-- Opening Marker --

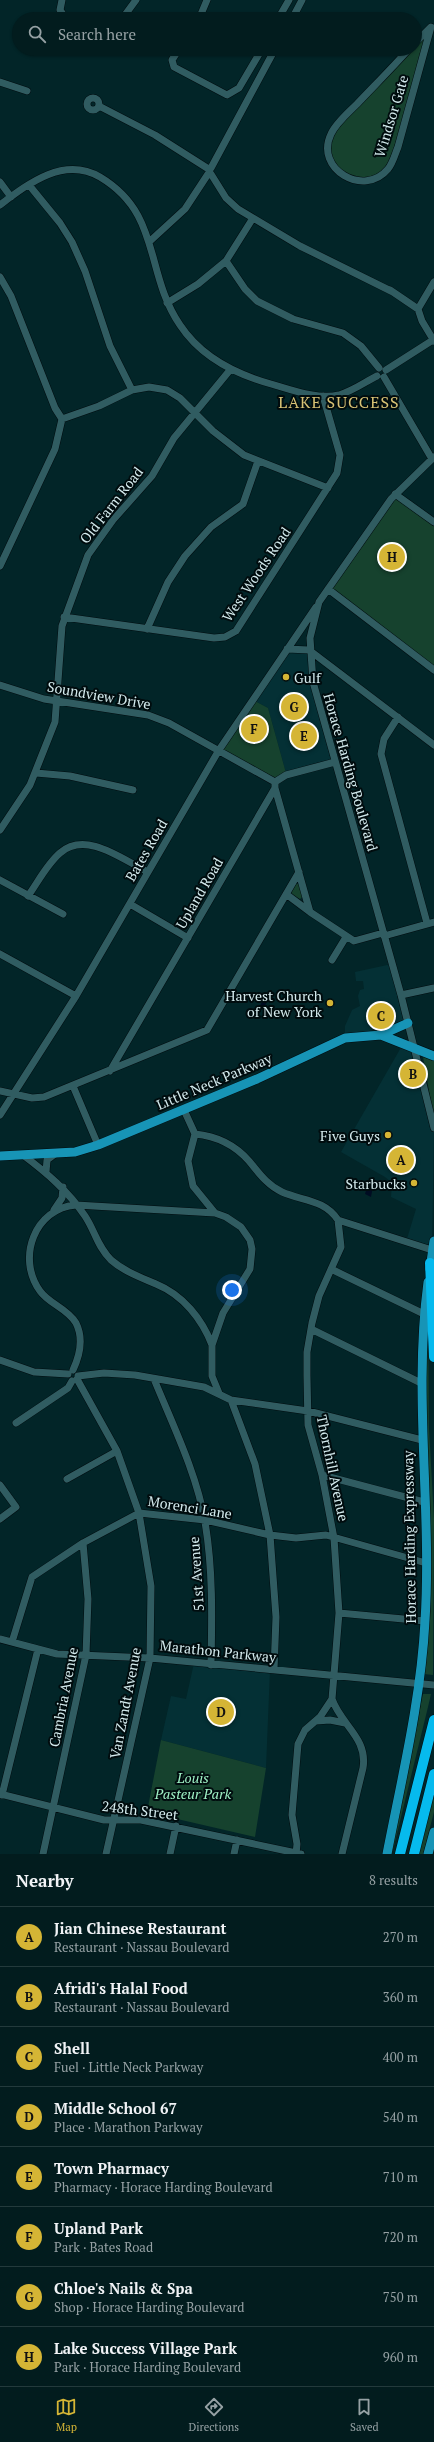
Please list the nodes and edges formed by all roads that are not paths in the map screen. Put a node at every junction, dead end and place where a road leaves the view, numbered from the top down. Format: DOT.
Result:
graph roads {
  1 [pos="62,0"];
  2 [pos="136,0"];
  3 [pos="207,0"];
  4 [pos="289,0"];
  5 [pos="302,0"];
  6 [pos="61,12"];
  7 [pos="127,12"];
  8 [pos="202,12"];
  9 [pos="282,12"];
  10 [pos="296,12"];
  11 [pos="432,25"];
  12 [pos="422,36"];
  13 [pos="176,56"];
  14 [pos="258,56"];
  15 [pos="271,56"];
  16 [pos="402,56"];
  17 [pos="0,82"];
  18 [pos="27,92"];
  19 [pos="99,106"];
  20 [pos="209,171"];
  21 [pos="0,182"];
  22 [pos="29,185"];
  23 [pos="11,197"];
  24 [pos="0,205"];
  25 [pos="253,218"];
  26 [pos="149,242"];
  27 [pos="235,247"];
  28 [pos="226,261"];
  29 [pos="233,272"];
  30 [pos="0,277"];
  31 [pos="434,282"];
  32 [pos="167,303"];
  33 [pos="418,309"];
  34 [pos="434,340"];
  35 [pos="230,370"];
  36 [pos="381,373"];
  37 [pos="132,390"];
  38 [pos="322,396"];
  39 [pos="194,412"];
  40 [pos="62,419"];
  41 [pos="433,458"];
  42 [pos="258,461"];
  43 [pos="328,488"];
  44 [pos="395,494"];
  45 [pos="434,522"];
  46 [pos="0,566"];
  47 [pos="328,589"];
  48 [pos="319,602"];
  49 [pos="64,617"];
  50 [pos="147,629"];
  51 [pos="287,649"];
  52 [pos="310,650"];
  53 [pos="434,670"];
  54 [pos="0,685"];
  55 [pos="57,700"];
  56 [pos="398,717"];
  57 [pos="434,745"];
  58 [pos="219,750"];
  59 [pos="335,762"];
  60 [pos="36,773"];
  61 [pos="275,785"];
  62 [pos="133,790"];
  63 [pos="0,830"];
  64 [pos="148,872"];
  65 [pos="299,872"];
  66 [pos="0,880"];
  67 [pos="286,894"];
  68 [pos="28,896"];
  69 [pos="130,904"];
  70 [pos="310,912"];
  71 [pos="63,914"];
  72 [pos="431,922"];
  73 [pos="384,935"];
  74 [pos="346,937"];
  75 [pos="188,938"];
  76 [pos="0,954"];
  77 [pos="332,960"];
  78 [pos="434,988"];
  79 [pos="401,995"];
  80 [pos="76,996"];
  81 [pos="408,1023"];
  82 [pos="381,1035"];
  83 [pos="415,1048"];
  84 [pos="434,1056"];
  85 [pos="110,1071"];
  86 [pos="74,1086"];
  87 [pos="0,1091"];
  88 [pos="14,1094"];
  89 [pos="184,1110"];
  90 [pos="0,1115"];
  91 [pos="434,1128"];
  92 [pos="195,1134"];
  93 [pos="98,1145"];
  94 [pos="55,1154"];
  95 [pos="23,1155"];
  96 [pos="0,1156"];
  97 [pos="46,1172"];
  98 [pos="63,1187"];
  99 [pos="203,1201"];
  100 [pos="76,1205"];
  101 [pos="96,1206"];
  102 [pos="51,1212"];
  103 [pos="198,1212"];
  104 [pos="215,1213"];
  105 [pos="86,1218"];
  106 [pos="338,1220"];
  107 [pos="433,1245"];
  108 [pos="430,1263"];
  109 [pos="331,1269"];
  110 [pos="424,1314"];
  111 [pos="217,1327"];
  112 [pos="204,1328"];
  113 [pos="311,1328"];
  114 [pos="212,1345"];
  115 [pos="434,1357"];
  116 [pos="0,1360"];
  117 [pos="74,1376"];
  118 [pos="212,1376"];
  119 [pos="154,1379"];
  120 [pos="168,1382"];
  121 [pos="421,1383"];
  122 [pos="204,1387"];
  123 [pos="219,1393"];
  124 [pos="160,1394"];
  125 [pos="231,1400"];
  126 [pos="245,1402"];
  127 [pos="308,1411"];
  128 [pos="237,1416"];
  129 [pos="16,1422"];
  130 [pos="422,1440"];
  131 [pos="117,1451"];
  132 [pos="322,1476"];
  133 [pos="67,1479"];
  134 [pos="0,1485"];
  135 [pos="424,1502"];
  136 [pos="139,1513"];
  137 [pos="0,1519"];
  138 [pos="205,1520"];
  139 [pos="270,1535"];
  140 [pos="334,1538"];
  141 [pos="83,1543"];
  142 [pos="426,1562"];
  143 [pos="339,1612"];
  144 [pos="425,1621"];
  145 [pos="0,1639"];
  146 [pos="12,1642"];
  147 [pos="38,1649"];
  148 [pos="86,1655"];
  149 [pos="150,1658"];
  150 [pos="211,1665"];
  151 [pos="274,1670"];
  152 [pos="334,1676"];
  153 [pos="427,1685"];
  154 [pos="332,1699"];
  155 [pos="434,1720"];
  156 [pos="315,1722"];
  157 [pos="345,1724"];
  158 [pos="434,1774"];
  159 [pos="1,1794"];
  160 [pos="53,1807"];
  161 [pos="114,1820"];
  162 [pos="176,1826"];
  163 [pos="434,1832"];
  164 [pos="237,1840"];
  165 [pos="43,1854"];
  166 [pos="106,1854"];
  167 [pos="170,1854"];
  168 [pos="234,1854"];
  169 [pos="298,1854"];
  170 [pos="342,1854"];
  171 [pos="387,1854"];
  172 [pos="400,1854"];
  173 [pos="414,1854"];
  174 [pos="428,1854"];
  1 -- 6 [label="street"];
  2 -- 7 [label="street"];
  3 -- 8 [label="street"];
  4 -- 9 [label="street"];
  5 -- 10 [label="street"];
  11 -- 12 [label="street, Windsor Gate"];
  11 -- 16 [label="street, Windsor Gate"];
  13 -- 14 [label="street"];
  15 -- 20 [label="street"];
  17 -- 18 [label="street"];
  19 -- 20 [label="street"];
  20 -- 25 [label="street"];
  20 -- 26 [label="street"];
  21 -- 23 [label="street"];
  22 -- 23 [label="street"];
  22 -- 26 [label="street"];
  22 -- 37 [label="street"];
  23 -- 24 [label="street"];
  25 -- 27 [label="street"];
  25 -- 33 [label="street"];
  26 -- 32 [label="street"];
  27 -- 28 [label="street"];
  27 -- 29 [label="street"];
  28 -- 29 [label="street"];
  28 -- 32 [label="street"];
  29 -- 36 [label="street"];
  30 -- 40 [label="street"];
  31 -- 33 [label="street"];
  32 -- 35 [label="street"];
  33 -- 34 [label="street"];
  34 -- 36 [label="street"];
  35 -- 38 [label="street"];
  35 -- 39 [label="street, Old Farm Road"];
  36 -- 38 [label="street"];
  36 -- 41 [label="street"];
  37 -- 39 [label="street"];
  37 -- 40 [label="street"];
  38 -- 43 [label="street, West Woods Road"];
  39 -- 42 [label="street"];
  39 -- 49 [label="street, Old Farm Road"];
  40 -- 46 [label="street"];
  41 -- 44 [label="street, Horace Harding Boulevard"];
  42 -- 43 [label="street"];
  42 -- 50 [label="street"];
  43 -- 50 [label="street, West Woods Road"];
  44 -- 45 [label="street"];
  44 -- 47 [label="street, Horace Harding Boulevard"];
  47 -- 48 [label="street, Horace Harding Boulevard"];
  47 -- 53 [label="street"];
  48 -- 51 [label="street, Bates Road"];
  48 -- 52 [label="street, Horace Harding Boulevard"];
  49 -- 50 [label="street, West Woods Road"];
  49 -- 55 [label="street, Old Farm Road"];
  51 -- 52 [label="street"];
  51 -- 58 [label="street, Bates Road"];
  52 -- 56 [label="street"];
  52 -- 59 [label="street, Horace Harding Boulevard"];
  54 -- 55 [label="street, Soundview Drive"];
  55 -- 58 [label="street, Soundview Drive"];
  55 -- 60 [label="street, Old Farm Road"];
  56 -- 57 [label="street"];
  56 -- 72 [label="street"];
  58 -- 61 [label="street, Soundview Drive"];
  58 -- 64 [label="street, Bates Road"];
  59 -- 61 [label="street"];
  59 -- 73 [label="street, Horace Harding Boulevard"];
  60 -- 62 [label="street"];
  60 -- 63 [label="street, Old Farm Road"];
  61 -- 65 [label="street"];
  61 -- 75 [label="street, Upland Road"];
  64 -- 68 [label="street"];
  64 -- 69 [label="street, Bates Road"];
  65 -- 67 [label="street"];
  65 -- 70 [label="street"];
  66 -- 68 [label="street"];
  67 -- 70 [label="street"];
  67 -- 85 [label="street"];
  68 -- 71 [label="street"];
  69 -- 75 [label="street"];
  69 -- 80 [label="street, Bates Road"];
  70 -- 74 [label="street"];
  72 -- 73 [label="street"];
  73 -- 74 [label="street"];
  73 -- 79 [label="street, Horace Harding Boulevard"];
  74 -- 77 [label="street"];
  75 -- 85 [label="street, Upland Road"];
  76 -- 80 [label="street"];
  78 -- 79 [label="street"];
  79 -- 81 [label="street, Horace Harding Boulevard"];
  80 -- 88 [label="street, Bates Road"];
  81 -- 82 [label="main road"];
  81 -- 83 [label="street, Horace Harding Boulevard"];
  82 -- 83 [label="main road, Little Neck Parkway"];
  82 -- 89 [label="main road, Little Neck Parkway"];
  83 -- 84 [label="main road, Little Neck Parkway"];
  83 -- 91 [label="street, Horace Harding Boulevard"];
  85 -- 86 [label="street"];
  86 -- 88 [label="street"];
  86 -- 93 [label="street"];
  87 -- 88 [label="street"];
  88 -- 90 [label="street, Bates Road"];
  89 -- 92 [label="street"];
  89 -- 93 [label="main road, Little Neck Parkway"];
  92 -- 99 [label="street"];
  92 -- 106 [label="street"];
  93 -- 94 [label="main road, Little Neck Parkway"];
  94 -- 95 [label="main road, Little Neck Parkway"];
  94 -- 97 [label="street"];
  95 -- 96 [label="main road, Little Neck Parkway"];
  95 -- 97 [label="street"];
  97 -- 98 [label="street"];
  98 -- 100 [label="street"];
  98 -- 102 [label="street"];
  99 -- 103 [label="street"];
  99 -- 104 [label="street"];
  100 -- 101 [label="street"];
  100 -- 102 [label="street"];
  100 -- 105 [label="street"];
  101 -- 103 [label="street"];
  101 -- 105 [label="street"];
  102 -- 117 [label="street"];
  103 -- 104 [label="street"];
  104 -- 111 [label="street"];
  105 -- 112 [label="street"];
  106 -- 107 [label="street"];
  106 -- 109 [label="street, Thornhill Avenue"];
  107 -- 108 [label="main road, Horace Harding Expressway"];
  108 -- 110 [label="main road, Horace Harding Expressway"];
  108 -- 115 [label="highway"];
  109 -- 110 [label="street"];
  109 -- 113 [label="street, Thornhill Avenue"];
  110 -- 121 [label="main road, Horace Harding Expressway"];
  111 -- 112 [label="street"];
  111 -- 114 [label="street"];
  112 -- 114 [label="street"];
  113 -- 121 [label="street"];
  113 -- 127 [label="street, Thornhill Avenue"];
  114 -- 118 [label="street"];
  116 -- 117 [label="street"];
  117 -- 119 [label="street"];
  117 -- 129 [label="street"];
  117 -- 131 [label="street, Van Zandt Avenue"];
  118 -- 122 [label="street"];
  118 -- 123 [label="street"];
  119 -- 120 [label="street"];
  119 -- 124 [label="street, 51st Avenue"];
  120 -- 122 [label="street"];
  120 -- 124 [label="street"];
  121 -- 130 [label="main road, Horace Harding Expressway"];
  122 -- 123 [label="street"];
  123 -- 125 [label="street"];
  124 -- 138 [label="street, 51st Avenue"];
  125 -- 126 [label="street"];
  125 -- 128 [label="street"];
  126 -- 127 [label="street"];
  126 -- 128 [label="street"];
  127 -- 130 [label="street"];
  127 -- 132 [label="street, Thornhill Avenue"];
  128 -- 139 [label="street"];
  130 -- 135 [label="main road, Horace Harding Expressway"];
  131 -- 133 [label="street"];
  131 -- 136 [label="street, Van Zandt Avenue"];
  132 -- 135 [label="street"];
  132 -- 140 [label="street, Thornhill Avenue"];
  134 -- 137 [label="street"];
  135 -- 142 [label="main road, Horace Harding Expressway"];
  136 -- 138 [label="street, Morenci Lane"];
  136 -- 141 [label="street, Morenci Lane"];
  136 -- 149 [label="street, Van Zandt Avenue"];
  138 -- 139 [label="street, Morenci Lane"];
  138 -- 150 [label="street, 51st Avenue"];
  139 -- 140 [label="street, Morenci Lane"];
  139 -- 151 [label="street"];
  140 -- 142 [label="street, Morenci Lane"];
  140 -- 143 [label="street, Thornhill Avenue"];
  141 -- 146 [label="street, Morenci Lane"];
  141 -- 148 [label="street, Cambria Avenue"];
  142 -- 144 [label="main road, Horace Harding Expressway"];
  143 -- 144 [label="street"];
  143 -- 152 [label="street, Thornhill Avenue"];
  144 -- 153 [label="main road, Horace Harding Expressway"];
  145 -- 146 [label="street, Marathon Parkway"];
  146 -- 147 [label="street, Marathon Parkway"];
  147 -- 148 [label="street, Marathon Parkway"];
  147 -- 159 [label="street"];
  148 -- 149 [label="street, Marathon Parkway"];
  148 -- 160 [label="street, Cambria Avenue"];
  149 -- 150 [label="street, Marathon Parkway"];
  149 -- 161 [label="street, Van Zandt Avenue"];
  150 -- 151 [label="street, Marathon Parkway"];
  151 -- 152 [label="street, Marathon Parkway"];
  152 -- 153 [label="street, Marathon Parkway"];
  152 -- 154 [label="street, Thornhill Avenue"];
  153 -- 171 [label="main road, Horace Harding Expressway"];
  154 -- 156 [label="street, Thornhill Avenue"];
  154 -- 157 [label="street"];
  155 -- 172 [label="highway"];
  156 -- 157 [label="street"];
  156 -- 169 [label="street, Thornhill Avenue"];
  157 -- 170 [label="street"];
  158 -- 173 [label="highway"];
  159 -- 160 [label="street, 248th Street"];
  160 -- 161 [label="street, 248th Street"];
  160 -- 165 [label="street, Cambria Avenue"];
  161 -- 162 [label="street, 248th Street"];
  161 -- 166 [label="street, Van Zandt Avenue"];
  162 -- 164 [label="street, 248th Street"];
  162 -- 167 [label="street"];
  163 -- 174 [label="main road"];
  164 -- 168 [label="street"];
  164 -- 169 [label="street, 248th Street"];
}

-- Closing Marker --

### Exercise details
Copy every line of the listing that contains the word "roads".

### Result for this exercise
Please list the nodes and edges formed by all roads that are not paths in the map screen. Put a node at every junction, dead end and place where a road leaves the view, numbered from the top down. Format: DOT.
graph roads {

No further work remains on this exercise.